All the entries need to be duplicated exactly, with the pictures omitted.

(Records contained in a dataset)
• • • •

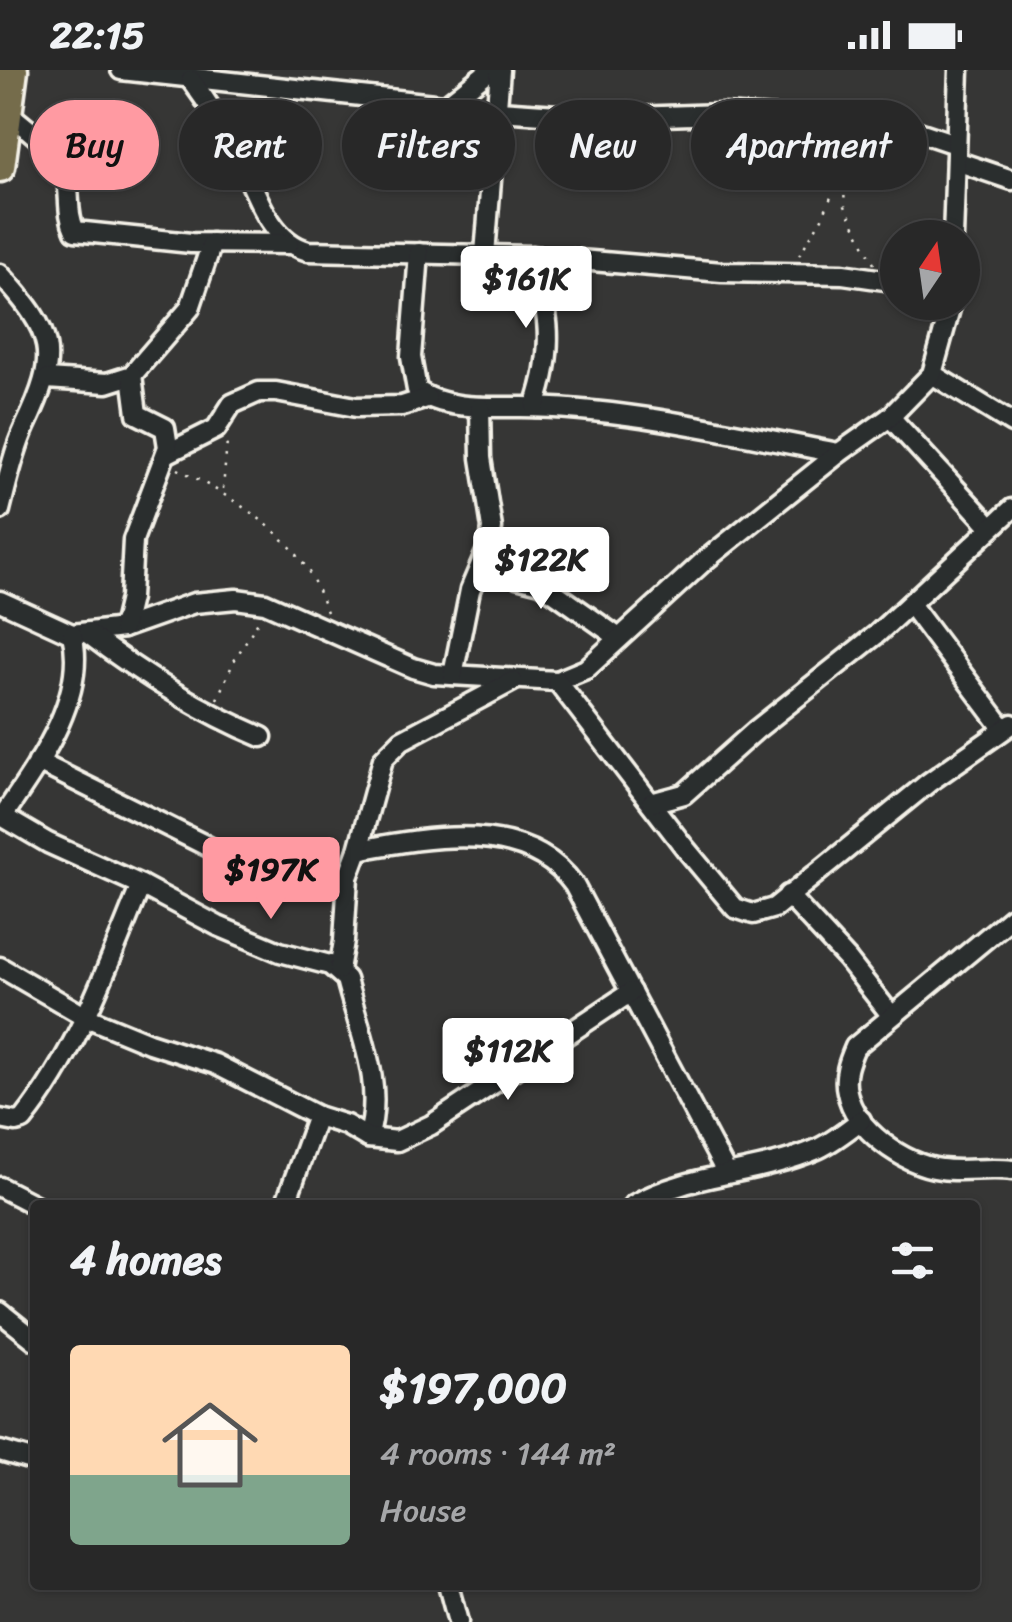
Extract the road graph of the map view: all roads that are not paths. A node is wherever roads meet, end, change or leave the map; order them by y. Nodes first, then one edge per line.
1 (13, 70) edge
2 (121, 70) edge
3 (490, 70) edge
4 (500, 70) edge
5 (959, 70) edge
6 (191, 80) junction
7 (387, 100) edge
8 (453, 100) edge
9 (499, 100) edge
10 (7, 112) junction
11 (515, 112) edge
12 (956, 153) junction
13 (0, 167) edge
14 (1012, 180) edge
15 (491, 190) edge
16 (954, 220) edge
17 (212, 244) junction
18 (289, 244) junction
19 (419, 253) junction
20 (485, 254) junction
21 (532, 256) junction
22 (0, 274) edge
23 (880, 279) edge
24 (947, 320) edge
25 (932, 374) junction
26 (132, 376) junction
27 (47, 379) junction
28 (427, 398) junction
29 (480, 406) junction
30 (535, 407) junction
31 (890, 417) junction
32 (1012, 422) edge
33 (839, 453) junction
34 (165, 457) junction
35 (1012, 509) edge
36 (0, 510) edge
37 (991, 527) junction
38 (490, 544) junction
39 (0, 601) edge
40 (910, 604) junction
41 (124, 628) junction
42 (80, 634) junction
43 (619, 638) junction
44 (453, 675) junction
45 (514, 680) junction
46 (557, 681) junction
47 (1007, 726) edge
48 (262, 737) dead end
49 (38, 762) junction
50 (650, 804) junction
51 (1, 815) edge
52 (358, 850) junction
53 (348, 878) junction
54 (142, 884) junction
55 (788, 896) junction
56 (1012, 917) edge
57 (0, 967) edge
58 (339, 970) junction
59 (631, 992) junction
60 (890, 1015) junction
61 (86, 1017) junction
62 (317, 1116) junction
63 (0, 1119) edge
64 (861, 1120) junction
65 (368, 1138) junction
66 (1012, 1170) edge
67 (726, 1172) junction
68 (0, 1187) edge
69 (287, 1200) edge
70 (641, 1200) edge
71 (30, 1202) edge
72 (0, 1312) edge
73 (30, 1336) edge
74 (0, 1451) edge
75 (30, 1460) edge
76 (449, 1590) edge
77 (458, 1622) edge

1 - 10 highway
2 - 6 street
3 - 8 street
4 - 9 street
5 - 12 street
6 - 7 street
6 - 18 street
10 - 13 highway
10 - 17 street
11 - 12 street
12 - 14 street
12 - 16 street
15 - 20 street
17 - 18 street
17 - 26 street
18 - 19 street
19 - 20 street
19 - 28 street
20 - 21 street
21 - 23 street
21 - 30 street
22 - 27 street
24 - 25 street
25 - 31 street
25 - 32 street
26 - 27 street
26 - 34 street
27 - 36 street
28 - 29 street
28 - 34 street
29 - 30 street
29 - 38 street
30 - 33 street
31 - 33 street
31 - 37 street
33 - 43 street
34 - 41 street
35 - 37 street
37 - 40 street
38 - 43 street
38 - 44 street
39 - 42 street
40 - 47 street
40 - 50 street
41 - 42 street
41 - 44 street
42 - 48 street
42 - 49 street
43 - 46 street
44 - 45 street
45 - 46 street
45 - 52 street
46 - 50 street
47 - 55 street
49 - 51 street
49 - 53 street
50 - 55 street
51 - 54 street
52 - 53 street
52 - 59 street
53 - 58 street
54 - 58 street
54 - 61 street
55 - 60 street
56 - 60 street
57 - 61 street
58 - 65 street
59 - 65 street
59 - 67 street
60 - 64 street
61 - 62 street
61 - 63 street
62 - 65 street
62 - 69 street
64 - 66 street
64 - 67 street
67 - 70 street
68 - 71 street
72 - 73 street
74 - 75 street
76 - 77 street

• • • •

:: Finished task ::
Extract the road graph of the map view: all roads that are not paths. A node is wherever roads meet, end, change or leave the map; order them by y. Nodes first, then one edge per line.
1 (13, 70) edge
2 (121, 70) edge
3 (490, 70) edge
4 (500, 70) edge
5 (959, 70) edge
6 (191, 80) junction
7 (387, 100) edge
8 (453, 100) edge
9 (499, 100) edge
10 (7, 112) junction
11 (515, 112) edge
12 (956, 153) junction
13 (0, 167) edge
14 (1012, 180) edge
15 (491, 190) edge
16 (954, 220) edge
17 (212, 244) junction
18 (289, 244) junction
19 (419, 253) junction
20 (485, 254) junction
21 (532, 256) junction
22 (0, 274) edge
23 (880, 279) edge
24 (947, 320) edge
25 (932, 374) junction
26 (132, 376) junction
27 (47, 379) junction
28 (427, 398) junction
29 (480, 406) junction
30 (535, 407) junction
31 (890, 417) junction
32 (1012, 422) edge
33 (839, 453) junction
34 (165, 457) junction
35 (1012, 509) edge
36 (0, 510) edge
37 (991, 527) junction
38 (490, 544) junction
39 (0, 601) edge
40 (910, 604) junction
41 (124, 628) junction
42 (80, 634) junction
43 (619, 638) junction
44 (453, 675) junction
45 (514, 680) junction
46 (557, 681) junction
47 (1007, 726) edge
48 (262, 737) dead end
49 (38, 762) junction
50 (650, 804) junction
51 (1, 815) edge
52 (358, 850) junction
53 (348, 878) junction
54 (142, 884) junction
55 (788, 896) junction
56 (1012, 917) edge
57 (0, 967) edge
58 (339, 970) junction
59 (631, 992) junction
60 (890, 1015) junction
61 (86, 1017) junction
62 (317, 1116) junction
63 (0, 1119) edge
64 (861, 1120) junction
65 (368, 1138) junction
66 (1012, 1170) edge
67 (726, 1172) junction
68 (0, 1187) edge
69 (287, 1200) edge
70 (641, 1200) edge
71 (30, 1202) edge
72 (0, 1312) edge
73 (30, 1336) edge
74 (0, 1451) edge
75 (30, 1460) edge
76 (449, 1590) edge
77 (458, 1622) edge

1 - 10 highway
2 - 6 street
3 - 8 street
4 - 9 street
5 - 12 street
6 - 7 street
6 - 18 street
10 - 13 highway
10 - 17 street
11 - 12 street
12 - 14 street
12 - 16 street
15 - 20 street
17 - 18 street
17 - 26 street
18 - 19 street
19 - 20 street
19 - 28 street
20 - 21 street
21 - 23 street
21 - 30 street
22 - 27 street
24 - 25 street
25 - 31 street
25 - 32 street
26 - 27 street
26 - 34 street
27 - 36 street
28 - 29 street
28 - 34 street
29 - 30 street
29 - 38 street
30 - 33 street
31 - 33 street
31 - 37 street
33 - 43 street
34 - 41 street
35 - 37 street
37 - 40 street
38 - 43 street
38 - 44 street
39 - 42 street
40 - 47 street
40 - 50 street
41 - 42 street
41 - 44 street
42 - 48 street
42 - 49 street
43 - 46 street
44 - 45 street
45 - 46 street
45 - 52 street
46 - 50 street
47 - 55 street
49 - 51 street
49 - 53 street
50 - 55 street
51 - 54 street
52 - 53 street
52 - 59 street
53 - 58 street
54 - 58 street
54 - 61 street
55 - 60 street
56 - 60 street
57 - 61 street
58 - 65 street
59 - 65 street
59 - 67 street
60 - 64 street
61 - 62 street
61 - 63 street
62 - 65 street
62 - 69 street
64 - 66 street
64 - 67 street
67 - 70 street
68 - 71 street
72 - 73 street
74 - 75 street
76 - 77 street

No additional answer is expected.